The bottle design that the Root Glass Company in Terre Haute, Indiana created was based on a picture of a cocoa pod that the primary designer, Earl R. Dean, found in the Encyclopedia Britannica. He used that image to create a prototype, which the Coca-Cola Company selected as its new bottle design. By 1916, the new bottle was available to consumers.
In 1923, the design was patented with the company obtaining a second patent on the design in 1937, which enabled the company to protect its bottle design for another 14 years. It took nearly 50 more years for the Coca-Cola contour bottle with the Coca-Cola name on it to be trademarked in 1960, which gave the Coca-Cola Company protection indefinitely. It took another three more years for the bottle shape alone to be trademarked (1977).
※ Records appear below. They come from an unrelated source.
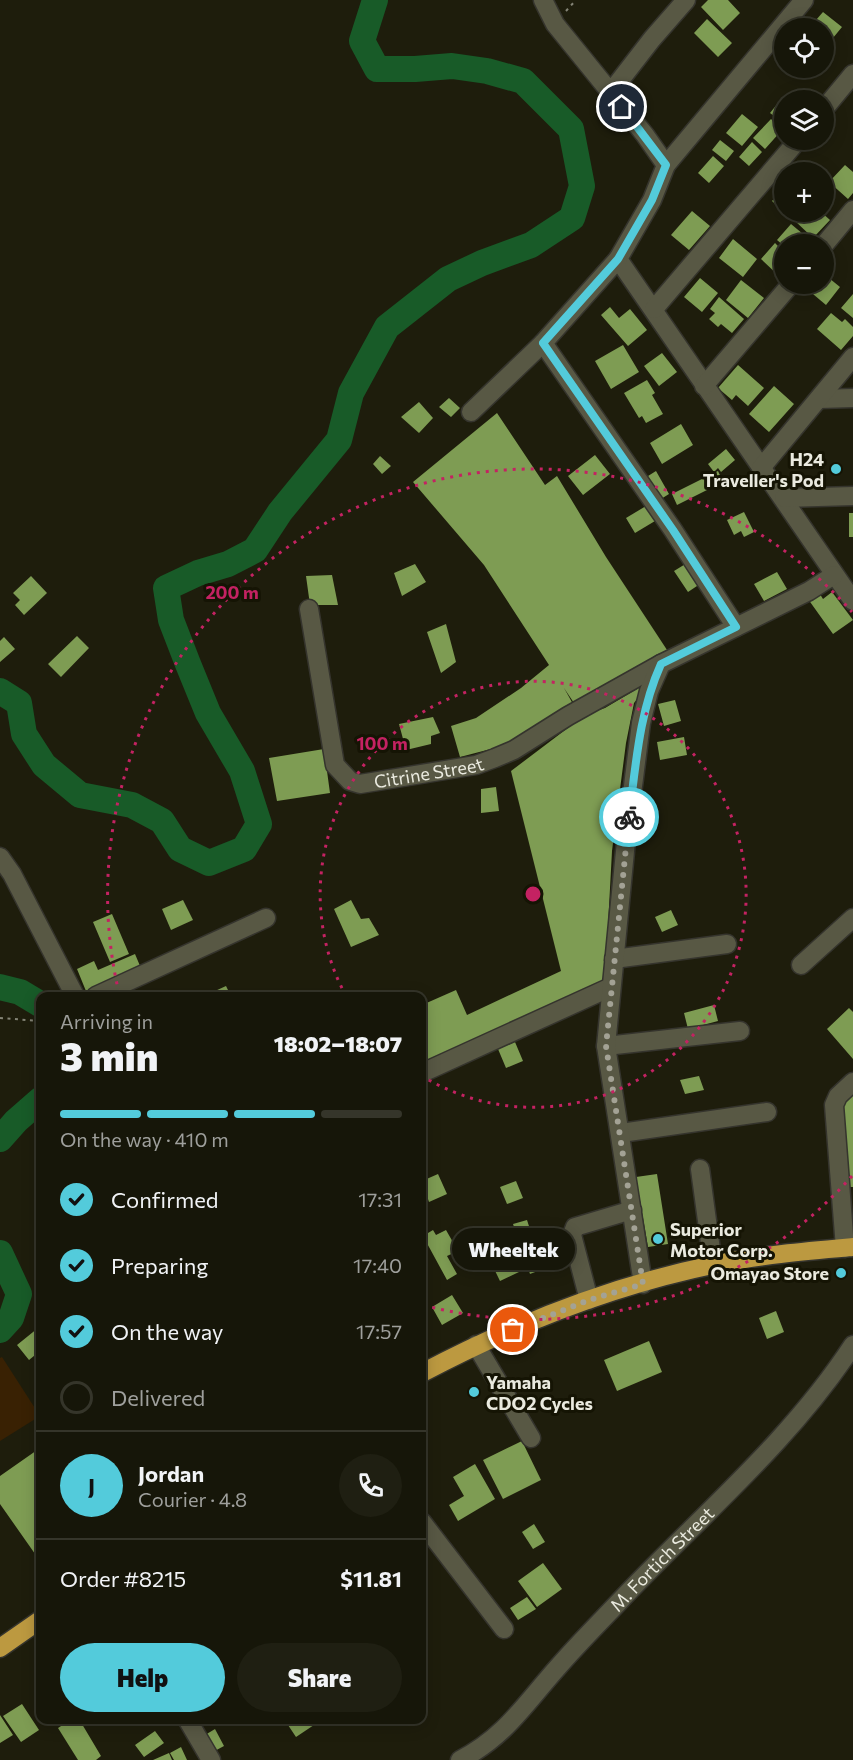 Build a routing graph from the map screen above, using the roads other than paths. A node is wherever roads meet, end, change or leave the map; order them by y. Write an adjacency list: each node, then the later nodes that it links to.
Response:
1 (543, 0): 5 (street)
2 (686, 0): 5 (street)
3 (804, 0): 8 (street)
4 (853, 74): 6 (street)
5 (611, 92): 8 (street)
6 (834, 97)
7 (789, 150): 13 (street)
8 (666, 165): 11 (street)
9 (853, 210): 10 (street)
10 (833, 234)
11 (618, 259): 13 (street); 14 (street)
12 (782, 294): 16 (street)
13 (654, 309): 16 (street)
14 (543, 343): 19 (street); 26 (street)
15 (853, 357): 18 (street)
16 (704, 386): 20 (street)
17 (853, 398): 18 (street)
18 (819, 399): 20 (street)
19 (471, 412)
20 (761, 468): 22 (street)
21 (853, 496): 22 (street)
22 (784, 498): 23 (street)
23 (834, 575): 24 (street); 26 (street, Citrine Street)
24 (853, 600)
25 (309, 609): 27 (street, Citrine Street)
26 (736, 627): 27 (street, Citrine Street)
27 (661, 664): 32 (street)
28 (0, 857): 35 (street)
29 (267, 918): 36 (street)
30 (853, 918): 33 (street)
31 (727, 944): 32 (street)
32 (614, 959): 34 (street)
33 (801, 965)
34 (611, 987): 38 (street); 39 (street)
35 (73, 992)
36 (105, 992)
37 (740, 1031): 38 (street)
38 (606, 1046): 42 (street)
39 (426, 1071)
40 (853, 1082): 45 (street)
41 (766, 1112): 42 (street)
42 (621, 1133): 44 (street)
43 (700, 1169): 46 (street)
44 (632, 1210): 47 (street); 48 (street)
45 (849, 1248): 46 (highway)
46 (713, 1265): 47 (highway)
47 (643, 1284): 48 (highway)
48 (589, 1300): 49 (highway)
49 (476, 1345): 51 (highway); 52 (street)
50 (853, 1345): 59 (street, M. Fortich Street)
51 (426, 1371)
52 (531, 1438)
53 (426, 1526): 55 (street)
54 (36, 1623): 56 (highway)
55 (504, 1629)
56 (0, 1648)
57 (191, 1724): 58 (street)
58 (211, 1760)
59 (459, 1760)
While the bottle has evolved over the years, it still retains that instantly recognizable contour shape. Today, all of that intellectual property is worth billions of dollars to the Coca-Cola Company, and the company enforces its patent and trademark protections vigorously.
To celebrate the 100th anniversary of the contour bottle, Coca-Cola launched a special website and a year-long campaign that will include seven key initiatives:
- The Coca-Cola Bottle: An American Icon at 100 – an exhibit with the High Museum of Art which will feature a variety of artists’ work including paintings by Andy Warhol
- The Coca-Cola Bottle Art Tour: Inspiring Pop Culture for 100 Years – a traveling art exhibition
- Television and digital films – 14 in total
- New music anthem – called “Nobody Like You”
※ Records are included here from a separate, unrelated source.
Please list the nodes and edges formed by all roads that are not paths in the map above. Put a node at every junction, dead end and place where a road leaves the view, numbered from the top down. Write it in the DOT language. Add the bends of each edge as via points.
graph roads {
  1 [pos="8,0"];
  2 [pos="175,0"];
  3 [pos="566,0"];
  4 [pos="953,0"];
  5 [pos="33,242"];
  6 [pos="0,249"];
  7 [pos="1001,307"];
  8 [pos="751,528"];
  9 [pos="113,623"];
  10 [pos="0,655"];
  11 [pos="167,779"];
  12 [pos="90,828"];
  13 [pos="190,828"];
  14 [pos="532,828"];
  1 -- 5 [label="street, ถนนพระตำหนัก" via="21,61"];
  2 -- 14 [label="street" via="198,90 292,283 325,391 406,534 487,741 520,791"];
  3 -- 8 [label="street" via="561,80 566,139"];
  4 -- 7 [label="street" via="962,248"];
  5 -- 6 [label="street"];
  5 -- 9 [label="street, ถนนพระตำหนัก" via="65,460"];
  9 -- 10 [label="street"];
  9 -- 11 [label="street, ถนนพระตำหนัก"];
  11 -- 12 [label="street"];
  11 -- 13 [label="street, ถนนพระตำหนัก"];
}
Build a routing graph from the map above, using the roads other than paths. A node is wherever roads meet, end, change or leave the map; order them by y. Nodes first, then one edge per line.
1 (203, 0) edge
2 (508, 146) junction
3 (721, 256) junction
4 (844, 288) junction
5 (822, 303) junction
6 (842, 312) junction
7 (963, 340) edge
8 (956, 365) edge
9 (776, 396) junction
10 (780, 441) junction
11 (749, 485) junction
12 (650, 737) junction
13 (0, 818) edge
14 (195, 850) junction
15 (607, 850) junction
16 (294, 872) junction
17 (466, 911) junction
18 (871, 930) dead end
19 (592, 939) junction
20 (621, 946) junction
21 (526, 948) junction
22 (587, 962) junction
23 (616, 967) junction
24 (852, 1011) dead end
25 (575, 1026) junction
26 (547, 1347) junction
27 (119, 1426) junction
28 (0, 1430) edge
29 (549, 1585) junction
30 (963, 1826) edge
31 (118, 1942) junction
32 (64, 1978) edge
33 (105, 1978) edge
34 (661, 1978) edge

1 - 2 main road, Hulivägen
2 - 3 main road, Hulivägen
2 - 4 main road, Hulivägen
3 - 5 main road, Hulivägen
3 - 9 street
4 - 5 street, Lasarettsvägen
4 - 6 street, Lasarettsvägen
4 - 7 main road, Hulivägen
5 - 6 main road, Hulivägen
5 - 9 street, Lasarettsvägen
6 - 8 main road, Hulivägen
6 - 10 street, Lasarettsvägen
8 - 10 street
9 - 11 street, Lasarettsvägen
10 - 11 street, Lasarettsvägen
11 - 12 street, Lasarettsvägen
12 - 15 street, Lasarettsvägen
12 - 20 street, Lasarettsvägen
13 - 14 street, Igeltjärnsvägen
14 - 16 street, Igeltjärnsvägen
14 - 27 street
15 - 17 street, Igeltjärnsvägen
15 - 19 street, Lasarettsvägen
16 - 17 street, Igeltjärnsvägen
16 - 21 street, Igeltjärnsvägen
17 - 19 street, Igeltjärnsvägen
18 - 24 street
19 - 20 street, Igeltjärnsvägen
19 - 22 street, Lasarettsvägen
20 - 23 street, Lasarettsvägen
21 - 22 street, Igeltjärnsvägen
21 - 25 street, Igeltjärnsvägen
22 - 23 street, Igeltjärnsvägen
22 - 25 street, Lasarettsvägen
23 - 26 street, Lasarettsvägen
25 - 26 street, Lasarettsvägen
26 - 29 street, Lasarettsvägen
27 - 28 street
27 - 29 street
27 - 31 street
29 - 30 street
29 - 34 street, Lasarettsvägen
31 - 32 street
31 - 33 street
- Global out-of-home campaign – called “Kissed By” featuring Marilyn Monroe, Elvis Presley, and Ray Charles
- Book – French publishing house Assouline will publish the book called “Kiss the Past Hello”
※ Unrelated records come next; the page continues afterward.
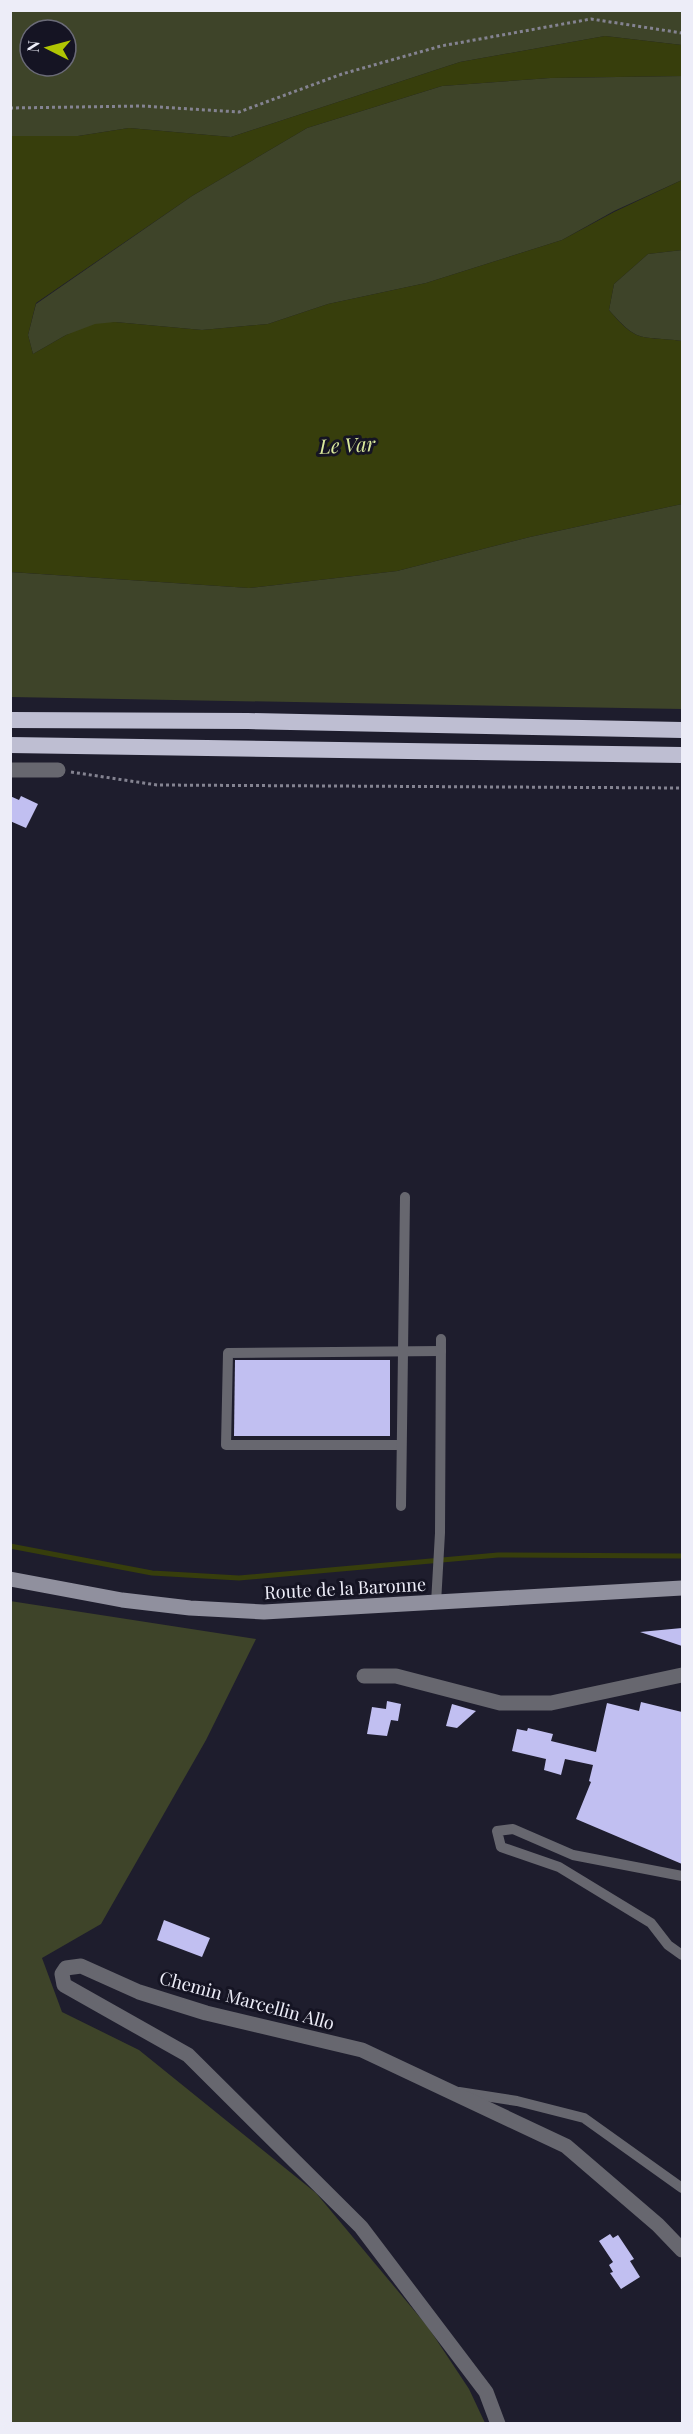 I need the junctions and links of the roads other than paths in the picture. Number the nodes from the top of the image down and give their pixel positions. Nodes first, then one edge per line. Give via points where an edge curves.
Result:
1 (10, 720) edge
2 (682, 730) edge
3 (10, 745) edge
4 (682, 755) edge
5 (10, 770) edge
6 (58, 770) road end
7 (405, 1197) dead end
8 (441, 1339) dead end
9 (441, 1351) junction
10 (402, 1352) junction
11 (401, 1445) junction
12 (400, 1506) dead end
13 (10, 1580) edge
14 (682, 1588) edge
15 (436, 1603) junction
16 (682, 1675) edge
17 (364, 1676) dead end
18 (682, 1876) edge
19 (682, 1955) edge
20 (444, 2089) junction
21 (682, 2188) edge
22 (682, 2250) edge
23 (498, 2424) edge

1 - 2 highway
3 - 4 highway
5 - 6 street
7 - 10 lane
8 - 9 lane
9 - 10 lane
9 - 15 lane
10 - 11 lane
10 - 11 lane via 228,1353 226,1445
11 - 12 lane
13 - 15 main road, Route de la Baronne via 122,1600 264,1612
14 - 15 main road, Route de la Baronne
16 - 17 street via 551,1703 500,1703 396,1676
18 - 19 lane via 573,1855 513,1829 497,1831 501,1847 559,1867 651,1923 668,1945
20 - 21 lane via 517,2101 584,2118
20 - 22 street, Chemin Marcellin Allo via 566,2145 658,2224
20 - 23 street, Chemin Marcellin Allo via 362,2050 206,2013 140,1992 81,1966 66,1968 62,1974 64,1985 188,2055 361,2227 486,2392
- App – called the Story of Coca-Cola Bottle App
Coca-Cola’s bottle design is undoubtedly one of the most iconic examples of successful package design in the world. It gives Coca-Cola a great deal of brand recognition, which is a significant competitive advantage since it is so well protected as valuable intellectual property. Even if the label is printed in different languages, people still recognize the brand by the bottle’s contour shape.
Suffice it to say, the company succeeded in building a truly distinctive bottle design in 1915, and that design continues to stand the test of time.